───── LISTED RECORDS ─────

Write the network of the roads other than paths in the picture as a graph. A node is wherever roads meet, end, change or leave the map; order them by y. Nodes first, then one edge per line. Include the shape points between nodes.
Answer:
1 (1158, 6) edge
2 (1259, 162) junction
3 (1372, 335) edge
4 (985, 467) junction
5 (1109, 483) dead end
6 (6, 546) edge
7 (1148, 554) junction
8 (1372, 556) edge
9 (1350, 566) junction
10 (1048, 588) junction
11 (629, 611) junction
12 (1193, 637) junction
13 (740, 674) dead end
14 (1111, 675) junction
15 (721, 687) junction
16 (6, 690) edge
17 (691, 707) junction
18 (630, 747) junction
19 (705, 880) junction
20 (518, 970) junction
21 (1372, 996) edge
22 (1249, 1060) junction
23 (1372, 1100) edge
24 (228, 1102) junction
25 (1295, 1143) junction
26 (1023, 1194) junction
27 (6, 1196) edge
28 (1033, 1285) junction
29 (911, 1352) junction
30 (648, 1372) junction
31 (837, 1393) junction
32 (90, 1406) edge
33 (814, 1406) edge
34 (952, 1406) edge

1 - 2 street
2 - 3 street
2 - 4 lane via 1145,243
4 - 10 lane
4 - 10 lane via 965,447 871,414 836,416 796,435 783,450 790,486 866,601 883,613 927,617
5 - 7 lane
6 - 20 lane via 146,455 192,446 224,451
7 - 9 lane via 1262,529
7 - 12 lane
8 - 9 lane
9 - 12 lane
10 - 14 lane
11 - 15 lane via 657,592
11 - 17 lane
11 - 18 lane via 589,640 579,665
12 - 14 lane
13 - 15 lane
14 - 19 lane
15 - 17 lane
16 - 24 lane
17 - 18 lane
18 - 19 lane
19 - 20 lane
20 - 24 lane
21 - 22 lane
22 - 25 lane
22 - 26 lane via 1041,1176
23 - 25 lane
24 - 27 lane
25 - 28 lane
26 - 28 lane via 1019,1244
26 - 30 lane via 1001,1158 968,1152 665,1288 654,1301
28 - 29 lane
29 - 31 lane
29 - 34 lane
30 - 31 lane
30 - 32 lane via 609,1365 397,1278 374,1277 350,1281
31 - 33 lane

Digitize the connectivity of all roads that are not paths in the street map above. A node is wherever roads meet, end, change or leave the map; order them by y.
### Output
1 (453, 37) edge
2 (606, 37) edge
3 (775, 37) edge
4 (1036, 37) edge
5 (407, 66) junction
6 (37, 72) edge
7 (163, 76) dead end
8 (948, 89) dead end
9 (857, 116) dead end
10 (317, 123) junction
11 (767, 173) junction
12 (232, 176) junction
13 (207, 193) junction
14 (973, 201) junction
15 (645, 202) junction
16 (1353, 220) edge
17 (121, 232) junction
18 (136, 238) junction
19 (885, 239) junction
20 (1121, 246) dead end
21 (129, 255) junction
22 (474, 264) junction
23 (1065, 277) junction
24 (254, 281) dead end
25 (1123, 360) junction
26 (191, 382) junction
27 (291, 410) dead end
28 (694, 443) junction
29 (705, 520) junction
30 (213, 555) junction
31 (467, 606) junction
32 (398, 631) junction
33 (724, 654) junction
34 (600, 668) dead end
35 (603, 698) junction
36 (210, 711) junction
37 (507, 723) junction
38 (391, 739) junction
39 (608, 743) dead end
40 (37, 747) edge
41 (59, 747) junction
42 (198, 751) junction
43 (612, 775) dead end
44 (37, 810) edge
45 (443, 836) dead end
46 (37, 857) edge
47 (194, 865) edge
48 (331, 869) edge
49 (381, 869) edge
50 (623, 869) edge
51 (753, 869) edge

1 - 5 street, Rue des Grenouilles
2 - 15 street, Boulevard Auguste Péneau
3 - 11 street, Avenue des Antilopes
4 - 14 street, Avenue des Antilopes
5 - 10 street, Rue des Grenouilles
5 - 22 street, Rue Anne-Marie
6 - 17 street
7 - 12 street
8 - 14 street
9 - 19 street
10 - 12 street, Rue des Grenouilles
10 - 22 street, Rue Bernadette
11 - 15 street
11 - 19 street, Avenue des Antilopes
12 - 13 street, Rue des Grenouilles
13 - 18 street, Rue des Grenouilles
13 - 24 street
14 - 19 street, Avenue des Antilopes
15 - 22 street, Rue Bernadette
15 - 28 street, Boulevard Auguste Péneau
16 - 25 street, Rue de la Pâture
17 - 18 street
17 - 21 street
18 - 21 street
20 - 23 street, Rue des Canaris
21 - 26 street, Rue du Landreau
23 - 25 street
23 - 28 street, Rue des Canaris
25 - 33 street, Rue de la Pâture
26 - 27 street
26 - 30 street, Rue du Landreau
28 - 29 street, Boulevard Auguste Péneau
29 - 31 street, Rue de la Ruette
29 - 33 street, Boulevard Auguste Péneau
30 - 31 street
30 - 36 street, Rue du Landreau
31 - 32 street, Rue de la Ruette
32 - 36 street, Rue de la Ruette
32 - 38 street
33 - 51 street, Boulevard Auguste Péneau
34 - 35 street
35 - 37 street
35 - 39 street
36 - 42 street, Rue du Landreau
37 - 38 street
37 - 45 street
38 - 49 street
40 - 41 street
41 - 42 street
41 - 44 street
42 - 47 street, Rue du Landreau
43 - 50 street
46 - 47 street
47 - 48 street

─────

◆ ASSIGNED TASK
Copy the records exactly.

◆ EXPECTED ANSWER
Write the network of the roads other than paths in the picture as a graph. A node is wherever roads meet, end, change or leave the map; order them by y. Nodes first, then one edge per line. Include the shape points between nodes.
Answer:
1 (1158, 6) edge
2 (1259, 162) junction
3 (1372, 335) edge
4 (985, 467) junction
5 (1109, 483) dead end
6 (6, 546) edge
7 (1148, 554) junction
8 (1372, 556) edge
9 (1350, 566) junction
10 (1048, 588) junction
11 (629, 611) junction
12 (1193, 637) junction
13 (740, 674) dead end
14 (1111, 675) junction
15 (721, 687) junction
16 (6, 690) edge
17 (691, 707) junction
18 (630, 747) junction
19 (705, 880) junction
20 (518, 970) junction
21 (1372, 996) edge
22 (1249, 1060) junction
23 (1372, 1100) edge
24 (228, 1102) junction
25 (1295, 1143) junction
26 (1023, 1194) junction
27 (6, 1196) edge
28 (1033, 1285) junction
29 (911, 1352) junction
30 (648, 1372) junction
31 (837, 1393) junction
32 (90, 1406) edge
33 (814, 1406) edge
34 (952, 1406) edge

1 - 2 street
2 - 3 street
2 - 4 lane via 1145,243
4 - 10 lane
4 - 10 lane via 965,447 871,414 836,416 796,435 783,450 790,486 866,601 883,613 927,617
5 - 7 lane
6 - 20 lane via 146,455 192,446 224,451
7 - 9 lane via 1262,529
7 - 12 lane
8 - 9 lane
9 - 12 lane
10 - 14 lane
11 - 15 lane via 657,592
11 - 17 lane
11 - 18 lane via 589,640 579,665
12 - 14 lane
13 - 15 lane
14 - 19 lane
15 - 17 lane
16 - 24 lane
17 - 18 lane
18 - 19 lane
19 - 20 lane
20 - 24 lane
21 - 22 lane
22 - 25 lane
22 - 26 lane via 1041,1176
23 - 25 lane
24 - 27 lane
25 - 28 lane
26 - 28 lane via 1019,1244
26 - 30 lane via 1001,1158 968,1152 665,1288 654,1301
28 - 29 lane
29 - 31 lane
29 - 34 lane
30 - 31 lane
30 - 32 lane via 609,1365 397,1278 374,1277 350,1281
31 - 33 lane

Digitize the connectivity of all roads that are not paths in the street map above. A node is wherever roads meet, end, change or leave the map; order them by y.
### Output
1 (453, 37) edge
2 (606, 37) edge
3 (775, 37) edge
4 (1036, 37) edge
5 (407, 66) junction
6 (37, 72) edge
7 (163, 76) dead end
8 (948, 89) dead end
9 (857, 116) dead end
10 (317, 123) junction
11 (767, 173) junction
12 (232, 176) junction
13 (207, 193) junction
14 (973, 201) junction
15 (645, 202) junction
16 (1353, 220) edge
17 (121, 232) junction
18 (136, 238) junction
19 (885, 239) junction
20 (1121, 246) dead end
21 (129, 255) junction
22 (474, 264) junction
23 (1065, 277) junction
24 (254, 281) dead end
25 (1123, 360) junction
26 (191, 382) junction
27 (291, 410) dead end
28 (694, 443) junction
29 (705, 520) junction
30 (213, 555) junction
31 (467, 606) junction
32 (398, 631) junction
33 (724, 654) junction
34 (600, 668) dead end
35 (603, 698) junction
36 (210, 711) junction
37 (507, 723) junction
38 (391, 739) junction
39 (608, 743) dead end
40 (37, 747) edge
41 (59, 747) junction
42 (198, 751) junction
43 (612, 775) dead end
44 (37, 810) edge
45 (443, 836) dead end
46 (37, 857) edge
47 (194, 865) edge
48 (331, 869) edge
49 (381, 869) edge
50 (623, 869) edge
51 (753, 869) edge

1 - 5 street, Rue des Grenouilles
2 - 15 street, Boulevard Auguste Péneau
3 - 11 street, Avenue des Antilopes
4 - 14 street, Avenue des Antilopes
5 - 10 street, Rue des Grenouilles
5 - 22 street, Rue Anne-Marie
6 - 17 street
7 - 12 street
8 - 14 street
9 - 19 street
10 - 12 street, Rue des Grenouilles
10 - 22 street, Rue Bernadette
11 - 15 street
11 - 19 street, Avenue des Antilopes
12 - 13 street, Rue des Grenouilles
13 - 18 street, Rue des Grenouilles
13 - 24 street
14 - 19 street, Avenue des Antilopes
15 - 22 street, Rue Bernadette
15 - 28 street, Boulevard Auguste Péneau
16 - 25 street, Rue de la Pâture
17 - 18 street
17 - 21 street
18 - 21 street
20 - 23 street, Rue des Canaris
21 - 26 street, Rue du Landreau
23 - 25 street
23 - 28 street, Rue des Canaris
25 - 33 street, Rue de la Pâture
26 - 27 street
26 - 30 street, Rue du Landreau
28 - 29 street, Boulevard Auguste Péneau
29 - 31 street, Rue de la Ruette
29 - 33 street, Boulevard Auguste Péneau
30 - 31 street
30 - 36 street, Rue du Landreau
31 - 32 street, Rue de la Ruette
32 - 36 street, Rue de la Ruette
32 - 38 street
33 - 51 street, Boulevard Auguste Péneau
34 - 35 street
35 - 37 street
35 - 39 street
36 - 42 street, Rue du Landreau
37 - 38 street
37 - 45 street
38 - 49 street
40 - 41 street
41 - 42 street
41 - 44 street
42 - 47 street, Rue du Landreau
43 - 50 street
46 - 47 street
47 - 48 street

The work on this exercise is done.